Travel Blog  •  Joanna Kakissis  •  05.08.09 | 2:19 PM ET

Photo by leszekwasilewski via Flickr (Creative Commons)

I’ve been thinking about this question since I saw a public awareness video released on YouTube by Prince Charles’s Rainforests Project. His Royal Highness rightly points out that climate change is the “greatest threat facing mankind” and that deforestation worsens global warming. (Burning trees releases their stored CO2.) At home, we can buy coffee tables and cabinetry made from sustainable wood. But what can we do when we travel?

How about trekking through the rainforest with an ecopreneurial tour operator whose money sustains local villages? As it turns out, ecotourism can actually do its part to slow deforestation. Rainforests are clear-cut to support commercial farming and mining, and the wood sometimes becomes that cheap coffee table that’s not cool to buy. But those trees could become much more valuable alive if successful, locally-based ecotourism ventures bring in enough money to support both bordering villages and a sustainable economy for the country.

The World Wildlife Federation says such ecotourism ventures could help curb deforestation in Brazil, where an estimated 60 percent of carbon emissions are linked to clear-cutting.
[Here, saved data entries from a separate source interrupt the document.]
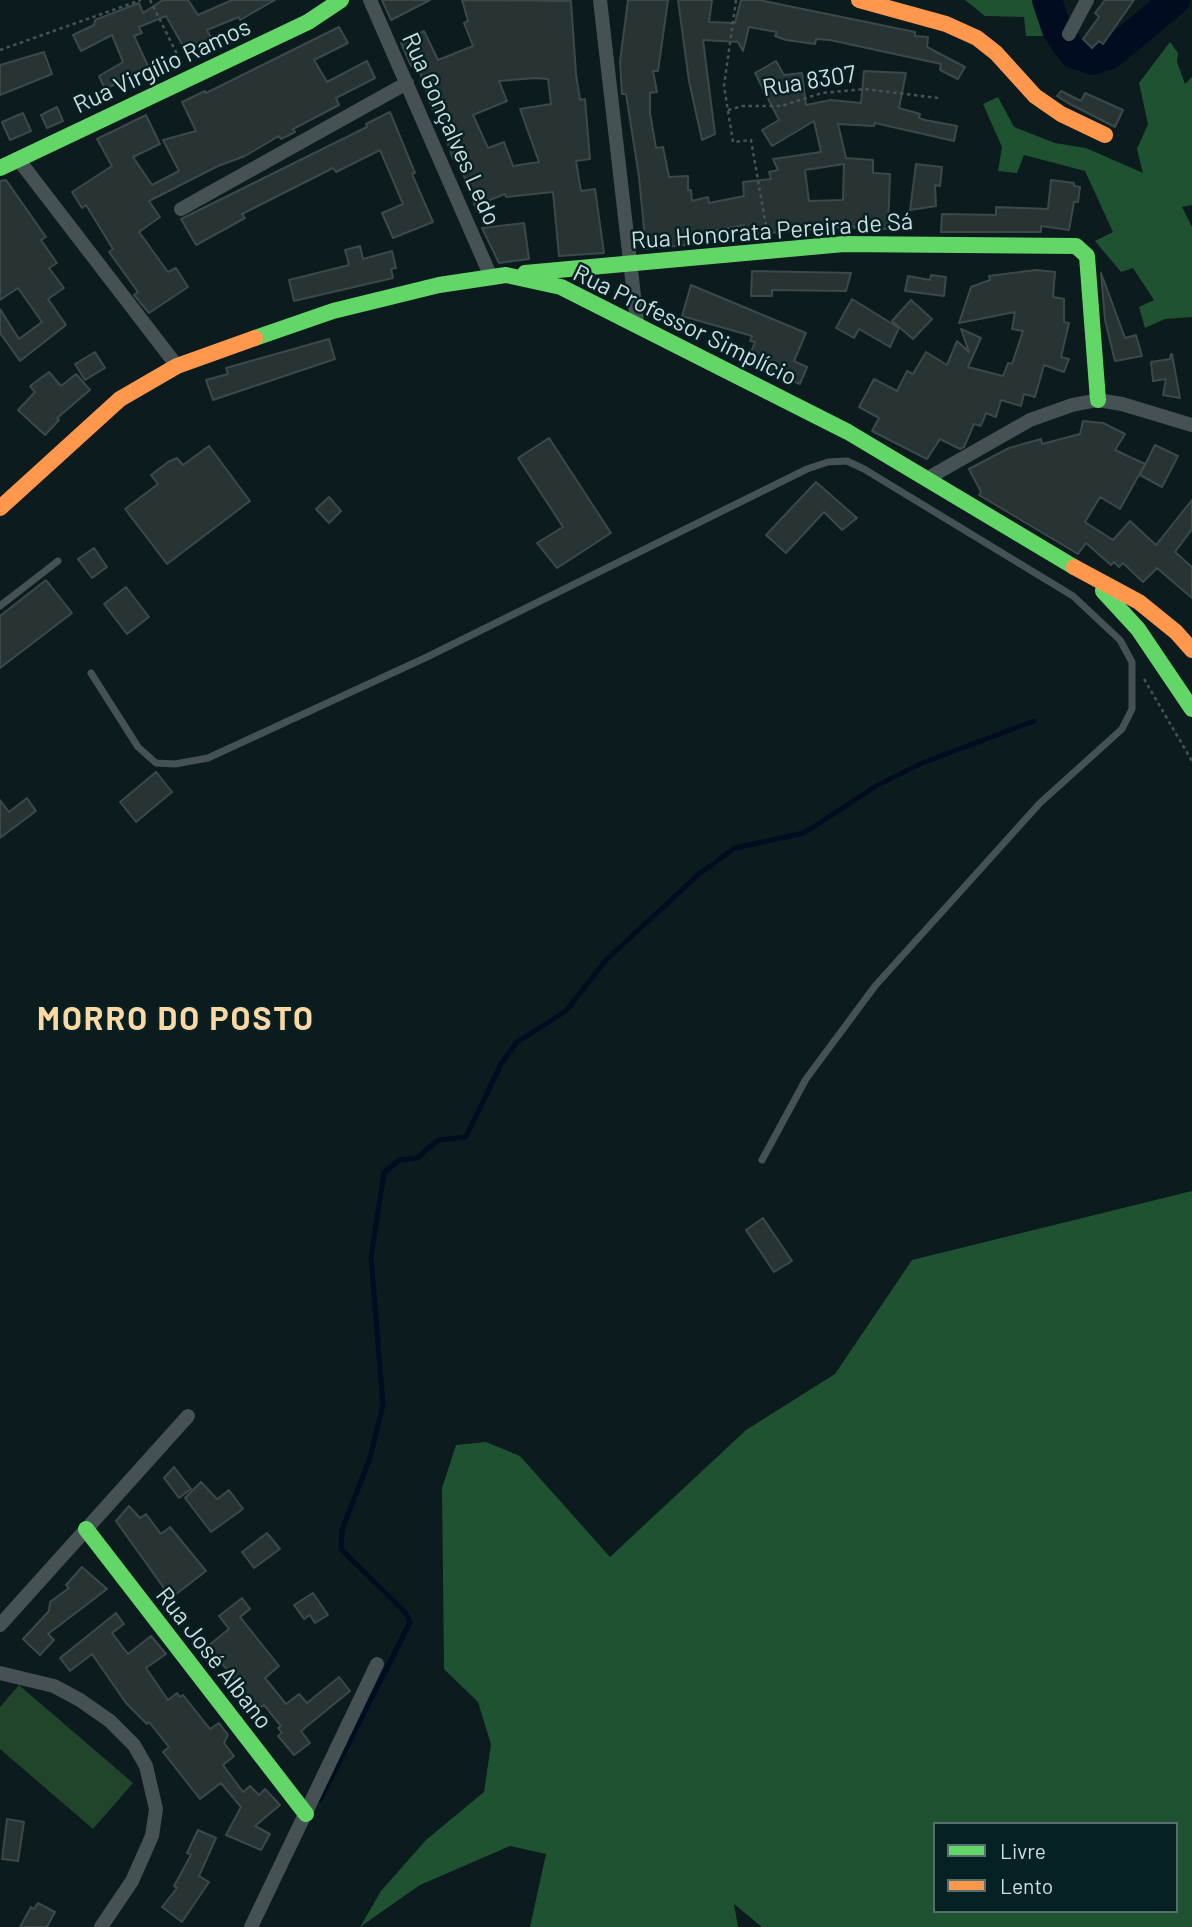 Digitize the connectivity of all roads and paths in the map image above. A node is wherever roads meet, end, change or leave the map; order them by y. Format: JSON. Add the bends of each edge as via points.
{"nodes":[{"id":1,"x":141,"y":0,"type":"edge"},
{"id":2,"x":150,"y":0,"type":"edge"},
{"id":3,"x":341,"y":0,"type":"edge"},
{"id":4,"x":370,"y":0,"type":"edge"},
{"id":5,"x":600,"y":0,"type":"edge"},
{"id":6,"x":736,"y":0,"type":"edge"},
{"id":7,"x":859,"y":0,"type":"edge"},
{"id":8,"x":1087,"y":0,"type":"edge"},
{"id":9,"x":1069,"y":34,"type":"dead end"},
{"id":10,"x":0,"y":50,"type":"edge"},
{"id":11,"x":190,"y":79,"type":"junction"},
{"id":12,"x":407,"y":83,"type":"junction"},
{"id":13,"x":938,"y":98,"type":"dead end"},
{"id":14,"x":728,"y":110,"type":"junction"},
{"id":15,"x":1105,"y":135,"type":"dead end"},
{"id":16,"x":18,"y":159,"type":"junction"},
{"id":17,"x":0,"y":168,"type":"edge"},
{"id":18,"x":181,"y":209,"type":"dead end"},
{"id":19,"x":769,"y":250,"type":"junction"},
{"id":20,"x":630,"y":263,"type":"junction"},
{"id":21,"x":499,"y":276,"type":"junction"},
{"id":22,"x":637,"y":322,"type":"junction"},
{"id":23,"x":177,"y":366,"type":"junction"},
{"id":24,"x":1098,"y":400,"type":"junction"},
{"id":25,"x":1192,"y":425,"type":"edge"},
{"id":26,"x":928,"y":478,"type":"junction"},
{"id":27,"x":0,"y":508,"type":"edge"},
{"id":28,"x":58,"y":561,"type":"dead end"},
{"id":29,"x":1077,"y":569,"type":"junction"},
{"id":30,"x":0,"y":606,"type":"edge"},
{"id":31,"x":1192,"y":650,"type":"edge"},
{"id":32,"x":1132,"y":663,"type":"junction"},
{"id":33,"x":91,"y":673,"type":"dead end"},
{"id":34,"x":1192,"y":709,"type":"edge"},
{"id":35,"x":1192,"y":761,"type":"edge"},
{"id":36,"x":762,"y":1160,"type":"dead end"},
{"id":37,"x":188,"y":1416,"type":"dead end"},
{"id":38,"x":86,"y":1529,"type":"junction"},
{"id":39,"x":0,"y":1625,"type":"edge"},
{"id":40,"x":377,"y":1664,"type":"dead end"},
{"id":41,"x":0,"y":1673,"type":"edge"},
{"id":42,"x":306,"y":1814,"type":"junction"},
{"id":43,"x":102,"y":1927,"type":"edge"},
{"id":44,"x":251,"y":1927,"type":"edge"}],
"edges":[{"from":1,"to":10,"type":"path"},
{"from":2,"to":11,"type":"path"},
{"from":3,"to":11,"type":"street","name":"Rua Virgílio Ramos","via":[[308,22]]},
{"from":4,"to":12,"type":"street","name":"Rua Gonçalves Ledo"},
{"from":5,"to":20,"type":"street"},
{"from":6,"to":14,"type":"path","via":[[723,73]]},
{"from":7,"to":15,"type":"street","via":[[926,17],[977,38],[1035,96]]},
{"from":8,"to":9,"type":"street"},
{"from":11,"to":16,"type":"street","name":"Rua Virgílio Ramos"},
{"from":12,"to":18,"type":"street"},
{"from":12,"to":21,"type":"street","name":"Rua Gonçalves Ledo"},
{"from":13,"to":14,"type":"path","name":"Rua 8307","via":[[865,89],[822,93],[781,106]]},
{"from":14,"to":19,"type":"path","via":[[733,142],[751,140]]},
{"from":16,"to":17,"type":"street","name":"Rua Virgílio Ramos"},
{"from":16,"to":23,"type":"street"},
{"from":19,"to":20,"type":"street","name":"Rua Honorata Pereira de Sá"},
{"from":19,"to":24,"type":"street","name":"Rua Honorata Pereira de Sá","via":[[872,243],[1083,249]]},
{"from":20,"to":21,"type":"street","name":"Rua Honorata Pereira de Sá"},
{"from":20,"to":22,"type":"street"},
{"from":21,"to":22,"type":"street","name":"Rua Professor Simplício","via":[[561,287]]},
{"from":21,"to":23,"type":"street","name":"Rua Professor Simplício","via":[[415,290],[333,311]]},
{"from":22,"to":26,"type":"street","name":"Rua Professor Simplício"},
{"from":23,"to":27,"type":"street","name":"Rua Professor Simplício","via":[[95,419]]},
{"from":24,"to":25,"type":"street"},
{"from":24,"to":26,"type":"street","via":[[1030,420]]},
{"from":26,"to":29,"type":"street","name":"Rua Professor Simplício"},
{"from":28,"to":30,"type":"lane"},
{"from":29,"to":31,"type":"street","name":"Rua Professor Simplício","via":[[1154,613]]},
{"from":29,"to":34,"type":"street","name":"Rua Professor Simplício","via":[[1125,612]]},
{"from":32,"to":33,"type":"lane","via":[[1120,640],[1073,596],[864,469],[838,461],[807,469],[490,626],[208,758],[156,763],[138,747]]},
{"from":32,"to":35,"type":"path"},
{"from":32,"to":36,"type":"lane","via":[[1132,709],[1122,729],[1040,803],[883,977],[806,1079]]},
{"from":37,"to":38,"type":"street"},
{"from":38,"to":39,"type":"street"},
{"from":38,"to":42,"type":"street","name":"Rua José Albano"},
{"from":40,"to":42,"type":"street"},
{"from":41,"to":43,"type":"street","via":[[54,1686],[80,1700],[134,1745],[146,1766],[156,1809],[152,1836],[132,1881]]},
{"from":42,"to":44,"type":"street"}]}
A study on behalf of the WWF by the Copérnicus Institute of the Netherlands’ Utrecht University shows that successful ecotourism projects could yield an average of $3.26 to $6.58 per hectare of standing forest per year. Yes, Brazil has a few jungle lodges with the right spirit. But the country could embrace rainforest ecotourism on a much larger scale, like Costa Rica, where such lodges help run the country’s so-called “green economy.”

Here’s hoping that Prince Charles’s next rainforest video features Daniel Craig and a Brazilian ecotourism entrepreneur exploring the banks of the Aripuanã River and showing the rest of us just how much we have to gain, and lose. Until then, here’s the current video (which includes Mr. Craig, Princes William and Harry, the Dalai Lama and a computer-generated, Kermit-green frog) on YouTube rotation.

 


Joanna Kakissis's writing has appeared in The New York Times, The Boston Globe and The Washington Post, among other publications. A contributor to the World Hum blog, she's currently a Ted Scripps fellow in environmental journalism at the University of Colorado in Boulder.


3 Comments for Can Eco-Travelers Save the World’s Rainforests?

sinbad 05.10.09 | 5:34 AM ET

I would think in order to slow/stop the destruction of the world’s rain forests then stopping eating meat wold be a more effective method as the forests are being cleared, in Brazil at least, for cattle and soy crops to feed cattle.

Grizzly Bear Mom 05.11.09 | 8:56 AM ET

Although I eat meat ocassionally myself, I agree with Sinbad.  Let’s stop talking about it do what’s most effective.

Kent 05.11.09 | 6:06 PM ET

In Borneo, ecotourism at Danum Valley Conservation Area and along the Kinabatangan River not only brings in substantial revenue but is significant in educating people from around the world. Visitors experience the complexity of the rainforest firsthand and many go on to share the understanding gained with others.